Resource icon

Hard Drive Burn-In Testing - Discussion Thread

Spearfoot

He of the long foot
Moderator
Joined
May 13, 2015
Messages
2,478
Thanks for the tip on the boosted -c option, kicking off a 10TB Toshiba MG06ACA10TE presently.

I'm curious if anyone knows what this message below means:



It only shows up in a few posts elsewhere and it's unclear if there's an issue
I've seen that before, and it's never been a problem.

If you're running on FreeNAS/FreeBSD, did you remember to run this before testing?
Code:
sysctl kern.geom.debugflags=0x10
 

thalf

Dabbler
Joined
Mar 1, 2014
Messages
19
I purchased two WD Ultrastar DC HC550 18TB drives and wanted to do some thorough testing before starting to use them, so I'm following the advice in qwertymodo's post that started this thread.

But... it's taking forever, even though I'm testing both disks in parallel.

The long S.M.A.R.T. test took roughly 30 hours. Then I started badblocks. The first pattern (0xaa) took roughly 46 hours. Now at 49h40m they're 16.6% and 20.4% along writing the 0x55 pattern, but at 100% they'll start "Reading and comparing" 0x55 before moving on to 0xff and then 0x00.

(I find it a bit interesting that one drive appears faster than the other, since I started badblocks on the two drives just 10 seconds apart.)

So badblocks looks like it'll take around 180 hours, or a bit over 7 days. That's a long wait. And after that qwertymodo's post says I should run another long S.M.A.R.T. test, for another 30 hours. That'll be a total of roughly 10 days' worth of testing the drives before starting to use them.

I didn't notice the difference that the -c flag to badblocks potentially can make until after around 30 hours or so, and at that point I was very hesitant to abort badblocks to try out different -c values to see if I got a speedup. If there's no speedup, that'll mean I've aborted and had to restart badblocks for nothing, losing a lot time.

How thorough do you guys test large drives before starting to use them? And what flags do you use?

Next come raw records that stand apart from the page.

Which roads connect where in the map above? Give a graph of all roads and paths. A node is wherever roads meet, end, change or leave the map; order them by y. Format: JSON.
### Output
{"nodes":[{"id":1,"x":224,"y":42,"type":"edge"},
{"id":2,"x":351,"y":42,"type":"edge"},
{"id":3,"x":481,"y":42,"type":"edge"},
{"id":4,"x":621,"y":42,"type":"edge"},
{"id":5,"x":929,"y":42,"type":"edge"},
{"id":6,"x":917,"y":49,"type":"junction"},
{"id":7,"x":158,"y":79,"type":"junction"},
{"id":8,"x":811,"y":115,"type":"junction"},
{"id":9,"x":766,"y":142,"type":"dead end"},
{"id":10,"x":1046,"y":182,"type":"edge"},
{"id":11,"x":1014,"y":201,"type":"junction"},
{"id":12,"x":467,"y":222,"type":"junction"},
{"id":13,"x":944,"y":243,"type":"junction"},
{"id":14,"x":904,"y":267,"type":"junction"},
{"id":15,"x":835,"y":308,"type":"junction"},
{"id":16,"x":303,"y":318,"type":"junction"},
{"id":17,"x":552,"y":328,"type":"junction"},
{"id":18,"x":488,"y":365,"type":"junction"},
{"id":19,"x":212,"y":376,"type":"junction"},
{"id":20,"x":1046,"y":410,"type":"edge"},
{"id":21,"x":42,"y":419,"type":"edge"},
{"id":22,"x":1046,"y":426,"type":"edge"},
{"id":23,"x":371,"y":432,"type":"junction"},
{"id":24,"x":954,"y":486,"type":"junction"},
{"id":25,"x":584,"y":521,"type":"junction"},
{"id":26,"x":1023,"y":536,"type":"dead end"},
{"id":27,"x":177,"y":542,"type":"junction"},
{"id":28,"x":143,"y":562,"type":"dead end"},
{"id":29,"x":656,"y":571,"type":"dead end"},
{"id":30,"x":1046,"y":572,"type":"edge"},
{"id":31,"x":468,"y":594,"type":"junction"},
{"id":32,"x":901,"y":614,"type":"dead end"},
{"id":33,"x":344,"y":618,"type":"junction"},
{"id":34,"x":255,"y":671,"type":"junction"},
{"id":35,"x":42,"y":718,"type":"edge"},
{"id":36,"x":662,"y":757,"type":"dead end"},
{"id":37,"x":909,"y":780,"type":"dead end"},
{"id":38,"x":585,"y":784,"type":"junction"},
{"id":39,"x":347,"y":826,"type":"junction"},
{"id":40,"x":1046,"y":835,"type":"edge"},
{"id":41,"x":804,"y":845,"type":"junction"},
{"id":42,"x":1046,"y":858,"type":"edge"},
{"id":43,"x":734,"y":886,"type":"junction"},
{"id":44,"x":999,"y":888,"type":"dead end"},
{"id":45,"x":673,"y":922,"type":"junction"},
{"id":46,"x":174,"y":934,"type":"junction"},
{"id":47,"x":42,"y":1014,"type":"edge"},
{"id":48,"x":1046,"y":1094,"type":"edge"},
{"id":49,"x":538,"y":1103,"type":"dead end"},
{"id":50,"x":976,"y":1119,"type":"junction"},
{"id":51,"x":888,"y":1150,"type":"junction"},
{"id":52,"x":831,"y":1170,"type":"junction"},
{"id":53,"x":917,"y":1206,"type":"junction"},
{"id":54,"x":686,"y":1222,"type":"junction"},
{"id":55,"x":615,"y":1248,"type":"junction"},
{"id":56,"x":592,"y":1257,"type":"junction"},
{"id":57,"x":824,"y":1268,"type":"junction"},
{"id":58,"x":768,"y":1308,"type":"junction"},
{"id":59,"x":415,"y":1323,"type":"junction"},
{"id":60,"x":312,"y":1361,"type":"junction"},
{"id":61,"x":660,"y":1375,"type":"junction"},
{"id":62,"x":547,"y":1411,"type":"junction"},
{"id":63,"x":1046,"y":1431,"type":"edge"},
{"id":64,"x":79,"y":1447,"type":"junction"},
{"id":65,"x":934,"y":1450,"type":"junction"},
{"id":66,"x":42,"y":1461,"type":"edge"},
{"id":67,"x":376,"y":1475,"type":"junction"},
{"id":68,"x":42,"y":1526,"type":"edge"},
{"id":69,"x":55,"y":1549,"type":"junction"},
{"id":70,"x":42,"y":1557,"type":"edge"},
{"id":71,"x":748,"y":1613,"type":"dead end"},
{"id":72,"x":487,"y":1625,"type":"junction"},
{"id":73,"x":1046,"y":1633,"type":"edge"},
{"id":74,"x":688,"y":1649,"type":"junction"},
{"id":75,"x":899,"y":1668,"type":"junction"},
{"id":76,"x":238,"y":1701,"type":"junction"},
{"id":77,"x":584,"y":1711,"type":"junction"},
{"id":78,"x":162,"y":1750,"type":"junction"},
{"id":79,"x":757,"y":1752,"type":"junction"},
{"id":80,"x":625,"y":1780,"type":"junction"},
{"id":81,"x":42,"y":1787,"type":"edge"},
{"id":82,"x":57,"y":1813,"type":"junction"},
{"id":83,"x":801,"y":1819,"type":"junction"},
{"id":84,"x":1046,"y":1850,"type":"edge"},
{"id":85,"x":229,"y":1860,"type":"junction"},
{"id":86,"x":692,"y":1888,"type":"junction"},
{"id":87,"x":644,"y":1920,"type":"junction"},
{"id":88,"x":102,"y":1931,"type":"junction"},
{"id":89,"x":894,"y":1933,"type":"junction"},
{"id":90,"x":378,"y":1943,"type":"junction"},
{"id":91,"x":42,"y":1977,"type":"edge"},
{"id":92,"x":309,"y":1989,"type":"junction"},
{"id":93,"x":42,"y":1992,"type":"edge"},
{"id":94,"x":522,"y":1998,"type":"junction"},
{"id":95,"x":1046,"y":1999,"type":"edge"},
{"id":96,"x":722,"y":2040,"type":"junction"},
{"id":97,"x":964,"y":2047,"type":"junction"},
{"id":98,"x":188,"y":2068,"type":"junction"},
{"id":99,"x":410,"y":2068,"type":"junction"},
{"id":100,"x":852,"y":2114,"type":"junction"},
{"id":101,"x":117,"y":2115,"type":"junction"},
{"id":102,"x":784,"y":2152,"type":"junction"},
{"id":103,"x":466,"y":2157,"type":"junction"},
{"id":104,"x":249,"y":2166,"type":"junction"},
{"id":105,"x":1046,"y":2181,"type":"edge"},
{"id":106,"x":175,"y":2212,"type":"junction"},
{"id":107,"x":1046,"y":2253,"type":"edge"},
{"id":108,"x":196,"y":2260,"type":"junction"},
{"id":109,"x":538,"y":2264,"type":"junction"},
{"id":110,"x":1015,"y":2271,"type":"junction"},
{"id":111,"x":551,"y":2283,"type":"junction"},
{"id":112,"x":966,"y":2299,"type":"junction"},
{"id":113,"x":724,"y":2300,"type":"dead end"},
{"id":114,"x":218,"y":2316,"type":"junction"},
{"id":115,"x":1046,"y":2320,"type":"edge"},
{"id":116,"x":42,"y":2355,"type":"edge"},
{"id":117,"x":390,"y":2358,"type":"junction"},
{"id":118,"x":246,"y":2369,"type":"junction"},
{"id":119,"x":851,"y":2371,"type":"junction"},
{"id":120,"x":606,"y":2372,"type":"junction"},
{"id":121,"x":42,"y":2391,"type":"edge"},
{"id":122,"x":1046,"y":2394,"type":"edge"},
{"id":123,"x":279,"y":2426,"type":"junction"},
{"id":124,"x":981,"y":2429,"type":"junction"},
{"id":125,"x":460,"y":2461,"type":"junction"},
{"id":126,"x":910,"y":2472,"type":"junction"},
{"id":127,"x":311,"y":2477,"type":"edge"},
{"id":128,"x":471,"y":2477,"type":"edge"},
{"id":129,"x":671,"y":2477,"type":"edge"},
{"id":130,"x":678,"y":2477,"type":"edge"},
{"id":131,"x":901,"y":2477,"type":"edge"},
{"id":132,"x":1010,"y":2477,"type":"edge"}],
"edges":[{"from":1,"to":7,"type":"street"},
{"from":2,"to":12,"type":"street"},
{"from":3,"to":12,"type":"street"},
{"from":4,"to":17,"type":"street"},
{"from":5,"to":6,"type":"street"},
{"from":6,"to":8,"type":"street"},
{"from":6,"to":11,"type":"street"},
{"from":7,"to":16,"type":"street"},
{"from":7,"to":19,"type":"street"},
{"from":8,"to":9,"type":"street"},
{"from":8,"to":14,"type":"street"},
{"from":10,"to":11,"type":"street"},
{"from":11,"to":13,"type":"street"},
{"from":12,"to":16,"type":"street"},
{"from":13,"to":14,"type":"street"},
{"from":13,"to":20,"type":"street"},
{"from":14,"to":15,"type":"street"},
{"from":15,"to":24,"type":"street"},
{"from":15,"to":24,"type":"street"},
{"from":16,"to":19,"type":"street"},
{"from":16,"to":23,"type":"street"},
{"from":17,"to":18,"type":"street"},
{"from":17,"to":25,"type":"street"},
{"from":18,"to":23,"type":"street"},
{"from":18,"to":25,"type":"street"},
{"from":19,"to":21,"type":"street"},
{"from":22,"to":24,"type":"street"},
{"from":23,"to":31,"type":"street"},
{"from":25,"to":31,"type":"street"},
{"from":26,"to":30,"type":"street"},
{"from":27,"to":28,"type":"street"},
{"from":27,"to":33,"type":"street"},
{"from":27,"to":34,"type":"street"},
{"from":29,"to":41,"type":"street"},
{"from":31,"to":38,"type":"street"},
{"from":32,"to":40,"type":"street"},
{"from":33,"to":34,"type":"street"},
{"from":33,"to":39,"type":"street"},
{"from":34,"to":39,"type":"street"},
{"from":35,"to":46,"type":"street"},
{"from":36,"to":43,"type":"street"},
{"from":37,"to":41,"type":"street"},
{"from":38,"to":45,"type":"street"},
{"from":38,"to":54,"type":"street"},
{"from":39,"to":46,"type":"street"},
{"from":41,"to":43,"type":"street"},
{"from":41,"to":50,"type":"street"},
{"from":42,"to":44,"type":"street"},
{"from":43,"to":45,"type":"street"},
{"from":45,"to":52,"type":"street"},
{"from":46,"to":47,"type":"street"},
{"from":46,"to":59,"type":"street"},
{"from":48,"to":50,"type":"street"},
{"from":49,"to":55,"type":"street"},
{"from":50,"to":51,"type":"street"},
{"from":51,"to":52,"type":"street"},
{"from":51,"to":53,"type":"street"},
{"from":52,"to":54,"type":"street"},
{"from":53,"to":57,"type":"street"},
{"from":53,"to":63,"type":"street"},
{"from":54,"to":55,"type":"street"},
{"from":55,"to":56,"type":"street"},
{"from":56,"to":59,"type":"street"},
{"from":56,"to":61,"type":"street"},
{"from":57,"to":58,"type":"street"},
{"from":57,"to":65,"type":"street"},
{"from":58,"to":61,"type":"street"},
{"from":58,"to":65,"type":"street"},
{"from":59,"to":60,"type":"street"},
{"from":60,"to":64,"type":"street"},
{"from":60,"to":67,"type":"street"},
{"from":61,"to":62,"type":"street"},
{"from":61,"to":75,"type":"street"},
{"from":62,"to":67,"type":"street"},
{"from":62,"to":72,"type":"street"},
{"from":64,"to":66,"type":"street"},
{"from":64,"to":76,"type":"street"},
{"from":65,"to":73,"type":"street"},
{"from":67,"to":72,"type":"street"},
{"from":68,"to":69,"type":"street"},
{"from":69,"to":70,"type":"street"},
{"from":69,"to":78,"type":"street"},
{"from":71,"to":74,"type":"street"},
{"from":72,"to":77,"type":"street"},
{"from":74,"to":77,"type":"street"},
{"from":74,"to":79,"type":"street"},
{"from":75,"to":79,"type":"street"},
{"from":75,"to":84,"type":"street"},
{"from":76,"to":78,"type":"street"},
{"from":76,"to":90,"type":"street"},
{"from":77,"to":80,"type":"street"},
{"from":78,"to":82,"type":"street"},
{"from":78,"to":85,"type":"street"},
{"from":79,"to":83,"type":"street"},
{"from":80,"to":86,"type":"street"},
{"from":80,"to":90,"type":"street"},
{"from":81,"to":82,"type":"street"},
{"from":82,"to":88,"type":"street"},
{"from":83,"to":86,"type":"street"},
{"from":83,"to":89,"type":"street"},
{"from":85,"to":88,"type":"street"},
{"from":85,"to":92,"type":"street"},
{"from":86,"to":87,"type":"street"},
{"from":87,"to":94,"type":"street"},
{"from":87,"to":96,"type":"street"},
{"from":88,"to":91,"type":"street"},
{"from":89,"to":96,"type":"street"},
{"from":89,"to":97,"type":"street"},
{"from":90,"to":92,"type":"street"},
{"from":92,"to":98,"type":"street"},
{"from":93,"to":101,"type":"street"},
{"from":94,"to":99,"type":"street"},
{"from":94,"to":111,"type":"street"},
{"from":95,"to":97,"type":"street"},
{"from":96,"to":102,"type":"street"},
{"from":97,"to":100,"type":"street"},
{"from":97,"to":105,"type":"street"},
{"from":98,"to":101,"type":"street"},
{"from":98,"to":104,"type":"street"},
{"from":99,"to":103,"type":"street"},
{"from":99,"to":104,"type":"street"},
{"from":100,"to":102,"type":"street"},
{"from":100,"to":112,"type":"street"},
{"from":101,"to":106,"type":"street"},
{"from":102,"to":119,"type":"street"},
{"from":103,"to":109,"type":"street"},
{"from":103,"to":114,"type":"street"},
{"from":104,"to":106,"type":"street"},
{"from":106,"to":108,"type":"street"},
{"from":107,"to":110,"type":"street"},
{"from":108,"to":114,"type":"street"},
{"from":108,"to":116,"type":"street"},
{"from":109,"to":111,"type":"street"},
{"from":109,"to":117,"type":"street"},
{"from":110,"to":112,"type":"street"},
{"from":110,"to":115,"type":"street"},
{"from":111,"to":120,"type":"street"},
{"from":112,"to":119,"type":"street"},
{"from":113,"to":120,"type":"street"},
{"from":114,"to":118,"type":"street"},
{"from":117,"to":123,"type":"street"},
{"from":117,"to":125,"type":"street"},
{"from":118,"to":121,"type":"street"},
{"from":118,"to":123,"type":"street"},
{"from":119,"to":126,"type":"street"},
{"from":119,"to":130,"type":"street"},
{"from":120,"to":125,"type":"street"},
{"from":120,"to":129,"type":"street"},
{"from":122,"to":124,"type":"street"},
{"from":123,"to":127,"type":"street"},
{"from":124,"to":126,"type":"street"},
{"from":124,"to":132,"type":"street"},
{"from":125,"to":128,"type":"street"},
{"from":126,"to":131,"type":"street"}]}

Also, while on the subject of badblocks: for large drives a larger block size must be used, apparently due to some 32 bit limitations in the code. qwertymodo advises to use -b 4096 for drives larger than 2TB. Well, I had to use -b 8192 for the 18TB drives, as I first got errors:

Code:
root@nas:~ # time badblocks -ws /dev/ada0
badblocks: Value too large to be stored in data type invalid end block (17578328064): must be 32-bit value
0.000u 0.003s 0:00.00 0.0%      0+0k 0+0io 0pf+0w
root@nas:~ # time badblocks -b 4096 -ws /dev/ada0
badblocks: Value too large to be stored in data type invalid end block (4394582016): must be 32-bit value
0.000u 0.005s 0:00.02 0.0%      0+0k 0+0io 10pf+0w
root@nas:~ # smartctl -a /dev/ada0 | grep 'Sector Sizes:'
Sector Sizes:     512 bytes logical, 4096 bytes physical

But I read somewhere (can't find the source now) that using a block size larger than the drive's sector sizes was bad/pointless, since that somehow wouldn't test the entire disk, i.e. using a 8192 bytes block size on a drive with sector size 4096 bytes meant that only every other 4096 bytes would actually be tested.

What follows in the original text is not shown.